Think The Road intricately wrapped around Station 11 with a dash of Oryx and Crake.
First-time British novelist Clark Windo pushes all the right buttons in this post-apocalyptic mashup. Imagine a world in which everyone has the Feed implanted in their brains. The internet and all it offers is yours in seconds. No need to read, no need to even talk; people can even access other’s thoughts. Tom Hatfield, a psychotherapist, and his pregnant wife, Kate, a teacher, are eating in a restaurant in, maybe, England. Tom’s father had something to do with creating the Feed. Tech-speak abounds: “emotis,” “adrenalspike,” “ent.” Suddenly, there are “gasps and a gabble of confused words actually vocalized out in the real.” Everyone is bombarded with the news, something about an Arctic-South war; President Taylor is assassinated.
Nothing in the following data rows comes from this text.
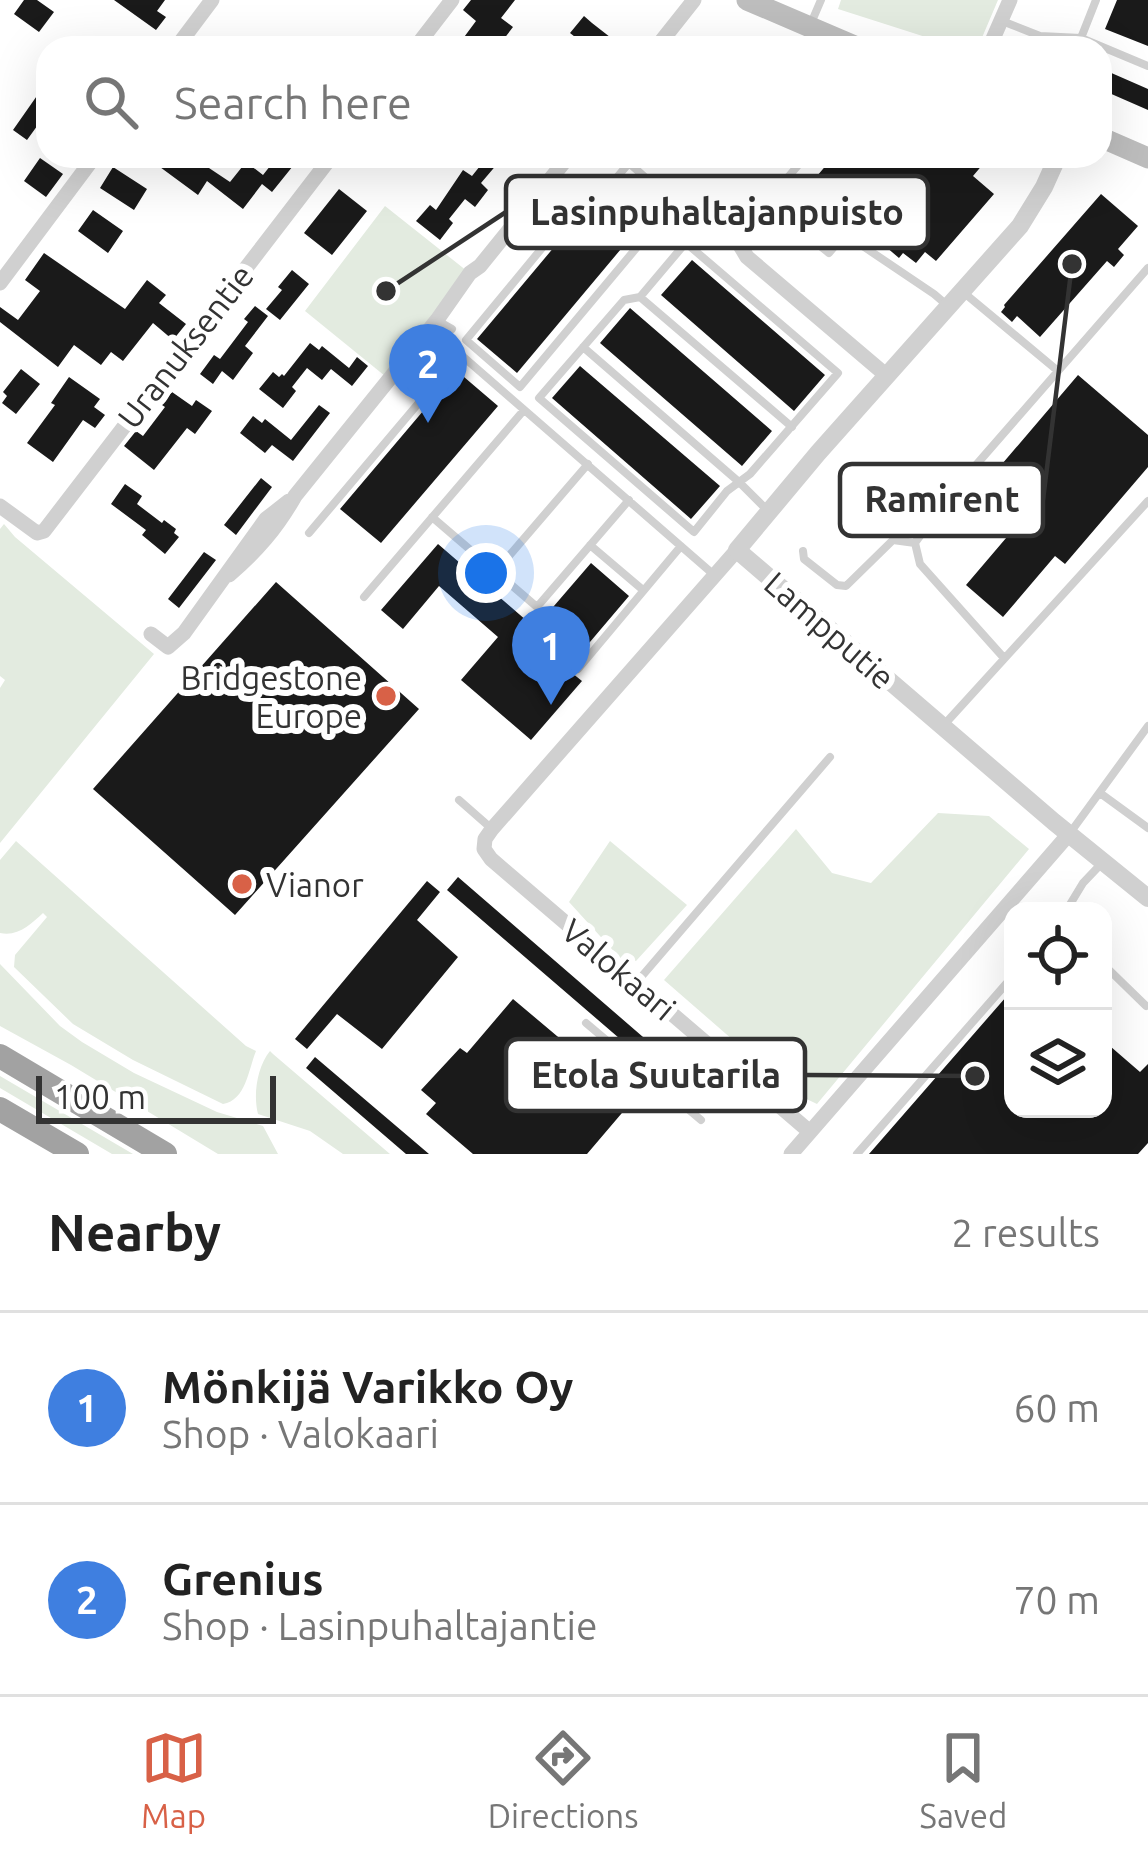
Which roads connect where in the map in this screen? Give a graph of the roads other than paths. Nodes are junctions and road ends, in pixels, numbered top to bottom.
1 (212, 0) edge
2 (452, 0) edge
3 (694, 0) edge
4 (747, 0) edge
5 (821, 0) edge
6 (1010, 0) edge
7 (1096, 0) edge
8 (1001, 20) junction
9 (808, 28) junction
10 (185, 36) edge
11 (424, 36) edge
12 (666, 36) edge
13 (828, 36) edge
14 (994, 36) edge
15 (1040, 36) edge
16 (1082, 36) edge
17 (1112, 51) edge
18 (1148, 66) edge
19 (1112, 142) edge
20 (1148, 158) edge
21 (86, 168) edge
22 (323, 168) edge
23 (559, 168) edge
24 (625, 168) edge
25 (635, 168) edge
26 (796, 168) edge
27 (1052, 168) edge
28 (602, 195) junction
29 (674, 203) junction
30 (721, 214) junction
31 (648, 235) junction
32 (686, 243) junction
33 (1148, 268) edge
34 (0, 283) edge
35 (963, 292) junction
36 (640, 297) junction
37 (949, 308) junction
38 (583, 347) junction
39 (1058, 371) junction
40 (887, 376) junction
41 (524, 410) junction
42 (792, 428) junction
43 (588, 464) junction
44 (739, 482) junction
45 (628, 500) junction
46 (1148, 501) edge
47 (0, 506) edge
48 (769, 512) junction
49 (433, 517) junction
50 (309, 533) dead end
51 (915, 543) junction
52 (590, 545) junction
53 (681, 546) junction
54 (737, 550) junction
55 (803, 551) dead end
56 (496, 572) junction
57 (714, 575) junction
58 (643, 590) junction
59 (364, 597) dead end
60 (151, 634) dead end
61 (1004, 658) junction
62 (578, 669) dead end
63 (1148, 726) edge
64 (942, 727) junction
65 (830, 757) dead end
66 (1100, 793) junction
67 (459, 800) dead end
68 (1148, 828) edge
69 (492, 829) junction
70 (1069, 834) junction
71 (1103, 862) junction
72 (1148, 898) edge
73 (1071, 902) edge
74 (1112, 973) edge
75 (635, 984) junction
76 (1004, 986) edge
77 (1146, 1006) edge
78 (586, 1023) dead end
79 (709, 1045) junction
80 (0, 1056) edge
81 (668, 1091) junction
82 (0, 1109) edge
83 (701, 1120) dead end
84 (810, 1132) junction
85 (77, 1154) edge
86 (165, 1154) edge
87 (791, 1154) edge
88 (857, 1154) edge

1 - 10 street
2 - 11 street
3 - 12 street
4 - 9 main road
5 - 9 lane
6 - 8 street
7 - 16 lane
8 - 14 street
8 - 15 lane
9 - 13 main road
17 - 18 lane
19 - 20 main road
21 - 34 street
22 - 47 street, Uranuksentie
23 - 60 street
24 - 28 lane
25 - 29 lane
26 - 37 lane
27 - 35 street, Lampputie
28 - 31 lane
28 - 31 lane
29 - 30 lane
29 - 31 lane
30 - 32 lane
30 - 40 street
32 - 36 lane
32 - 42 lane
33 - 39 lane
35 - 37 street, Lampputie
35 - 39 lane
36 - 38 lane
36 - 42 lane
37 - 40 street, Lampputie
38 - 44 lane
38 - 44 lane
39 - 51 lane
40 - 48 street, Lampputie
41 - 43 lane
41 - 49 lane
41 - 50 lane
42 - 44 lane
43 - 45 lane
43 - 56 lane
44 - 48 lane
45 - 52 lane
45 - 53 lane
46 - 61 lane
48 - 54 street, Lampputie
49 - 56 lane
49 - 59 lane
51 - 55 lane
51 - 61 lane
52 - 56 lane
52 - 58 lane
53 - 57 lane
53 - 58 lane
54 - 57 street
54 - 64 street, Lampputie
57 - 69 street
58 - 62 lane
61 - 64 lane
63 - 66 lane
64 - 70 street, Lampputie
65 - 75 lane
66 - 68 lane
66 - 70 lane
67 - 69 lane
69 - 75 street, Valokaari
70 - 71 street, Lampputie
70 - 84 street
71 - 72 street, Lampputie
71 - 73 lane
74 - 77 lane
75 - 79 street, Valokaari
76 - 88 lane
78 - 81 lane
79 - 81 lane
79 - 84 street, Valokaari
80 - 86 highway
81 - 83 lane
82 - 85 highway
84 - 87 street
The Collapse has occurred. Smoke pours in, there are distant detonations, “birds…sprayed upwards…machines hurtled from the sky” and then, “under the booms,” there is the “approaching sound of silence.” The Feed vanishes. Jump ahead six years. Something has killed millions of people. Tom, Kate, 6-year-old Bea, and a few others are living in huts in a grim, desolate camp. The time frame is uncertain; seasons pass. They have to forage for food. They have to watch each other sleep, otherwise they’re “taken over.”(Think Invasion of the Body Snatchers.) If that does happen, they'll need to be killed. Tom had to kill his brother. People have to relearn everything in order to survive, even language, and talk to each other. Bea is abducted. They head out to find her. Something’s wrong with Kate. The twisty, slowly unwinding tale is laid out in tiny bits and pieces of information. The characters aren’t very well-developed. Windo demands quite a bit from the reader, and some might give up on this trip.
There’s a smart and provocative story in here somewhere, but Clark Windo’s pedestrian prose and overdone narrative tricks smother it.